Problem:
Check each line of the listing, and copy it if it contains the word "Aitkenside".

Listed entries:
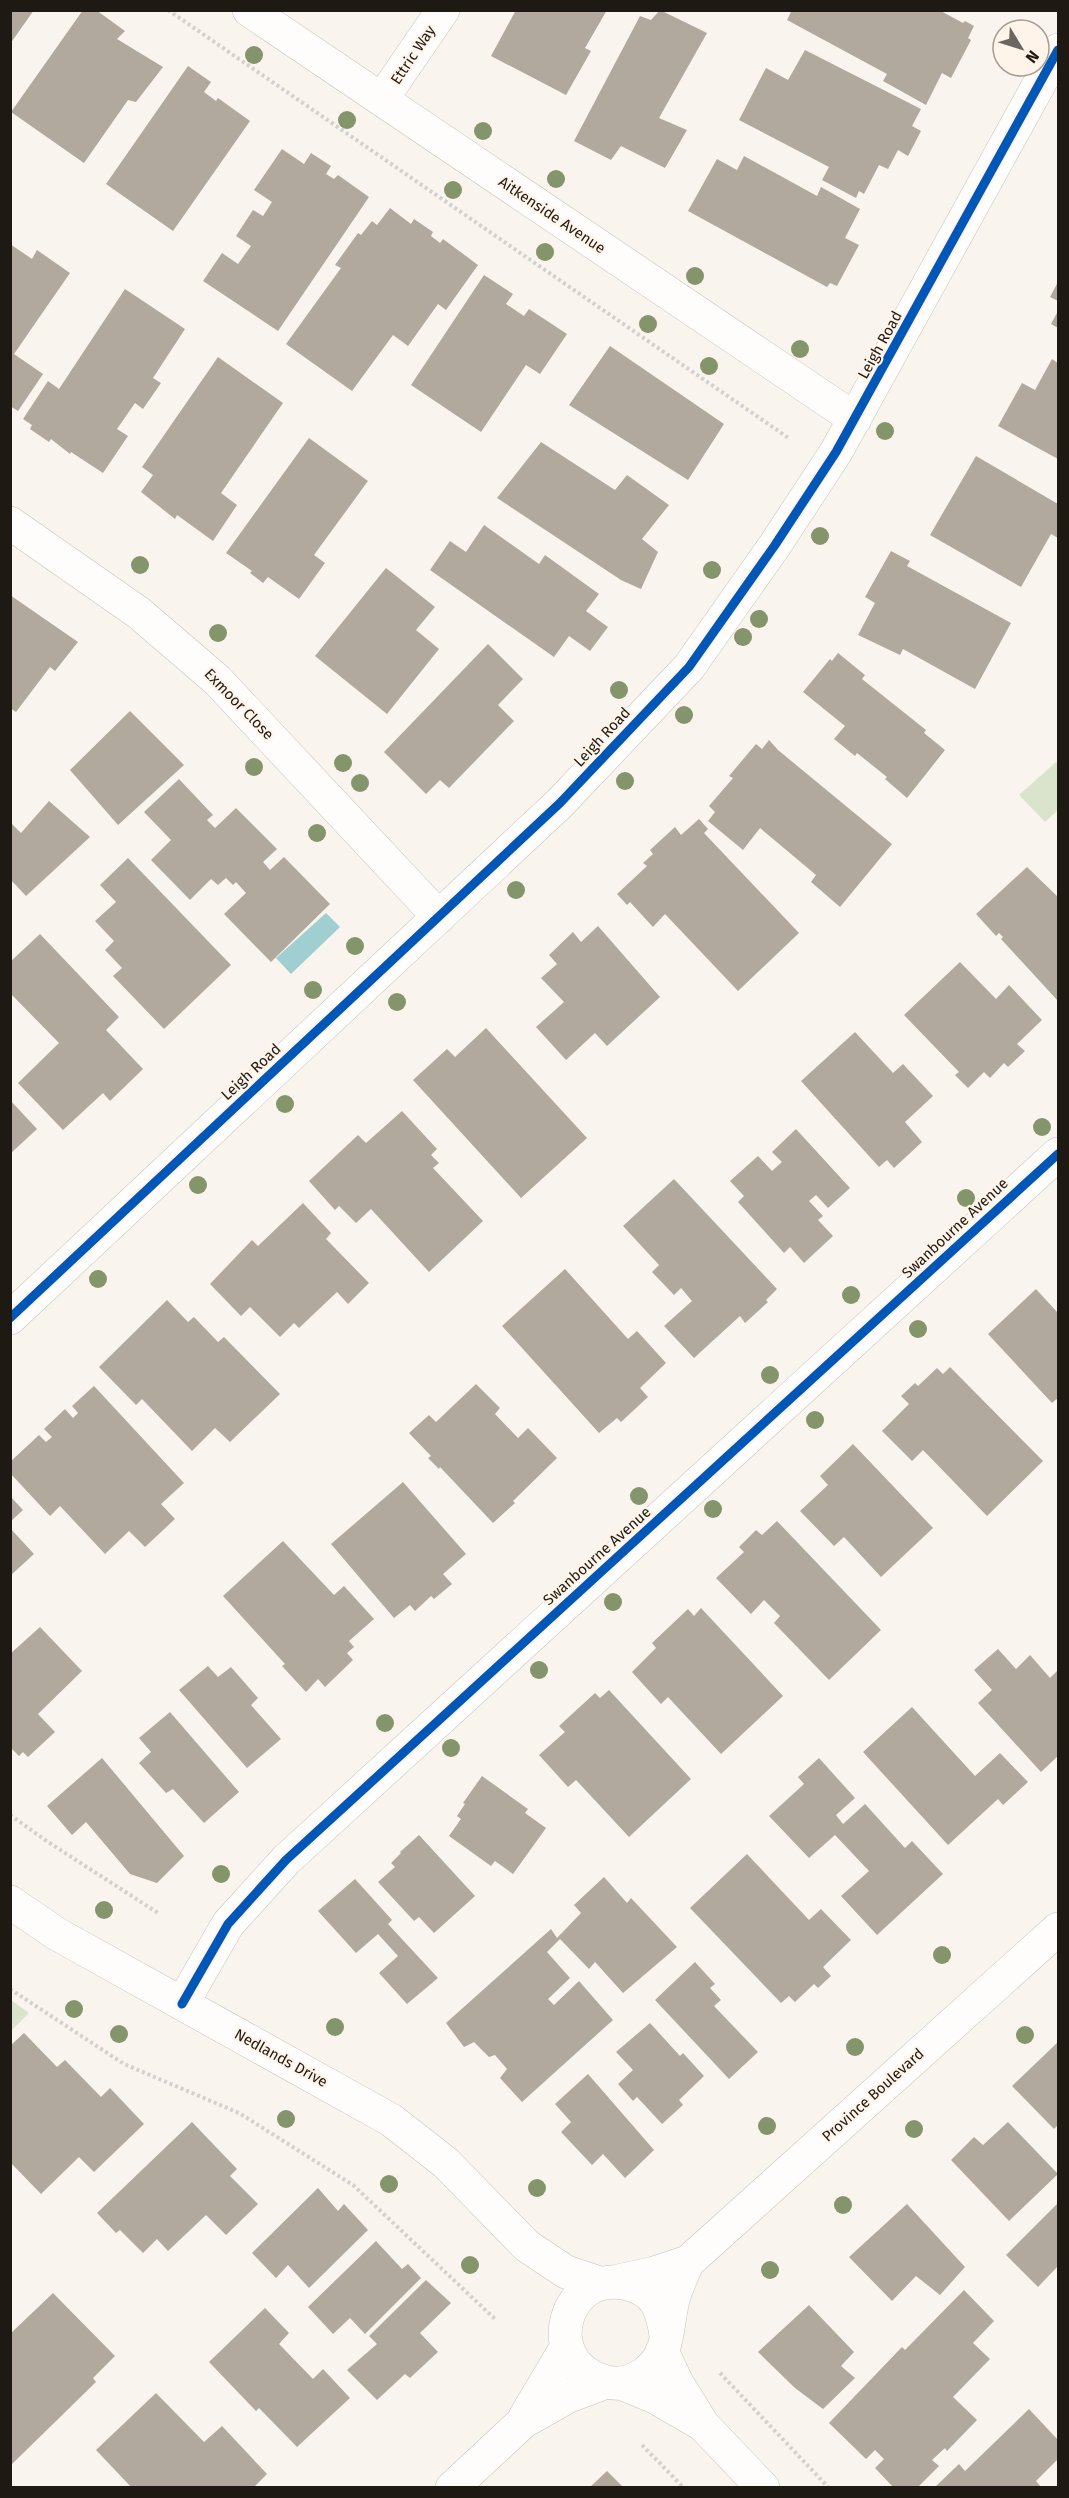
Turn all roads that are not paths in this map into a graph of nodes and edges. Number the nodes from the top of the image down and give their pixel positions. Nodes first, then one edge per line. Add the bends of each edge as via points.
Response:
1 (249, 10) edge
2 (443, 10) edge
3 (1059, 50) edge
4 (382, 99) junction
5 (855, 419) junction
6 (10, 523) edge
7 (440, 917) junction
8 (1059, 1154) edge
9 (10, 1318) edge
10 (10, 1902) edge
11 (1059, 1929) edge
12 (183, 2004) junction
13 (527, 2246) junction
14 (688, 2262) junction
15 (609, 2282) junction
16 (566, 2337) junction
17 (664, 2343) junction
18 (614, 2383) junction
19 (522, 2421) junction
20 (703, 2425) junction
21 (452, 2487) edge
22 (764, 2487) edge

1 - 4 street, Aitkenside Avenue
2 - 4 street, Ettric Way
3 - 5 street, Leigh Road
4 - 5 street, Aitkenside Avenue
5 - 7 street, Leigh Road via 776,545 689,667 560,803
6 - 7 street, Exmoor Close via 139,613 217,680
7 - 9 street, Leigh Road
8 - 12 street, Swanbourne Avenue via 286,1860 228,1924
10 - 12 street, Nedlands Drive via 57,1934
11 - 14 street, Province Boulevard
12 - 13 street, Nedlands Drive via 392,2120 446,2163
13 - 15 street via 566,2271
13 - 16 street via 552,2286
14 - 15 street, Province Boulevard
14 - 17 street, Province Boulevard
15 - 16 street, Province Boulevard via 586,2290 571,2307
15 - 17 street via 637,2286 653,2297 662,2312
16 - 18 street via 574,2363 587,2375
16 - 19 street, Province Boulevard via 546,2386
17 - 18 street, Province Boulevard via 651,2368 635,2379
17 - 20 street via 677,2383
18 - 19 street, Province Boulevard via 569,2396
18 - 20 street via 655,2397
19 - 21 street, Province Boulevard
20 - 22 street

Reply:
1 - 4 street, Aitkenside Avenue
4 - 5 street, Aitkenside Avenue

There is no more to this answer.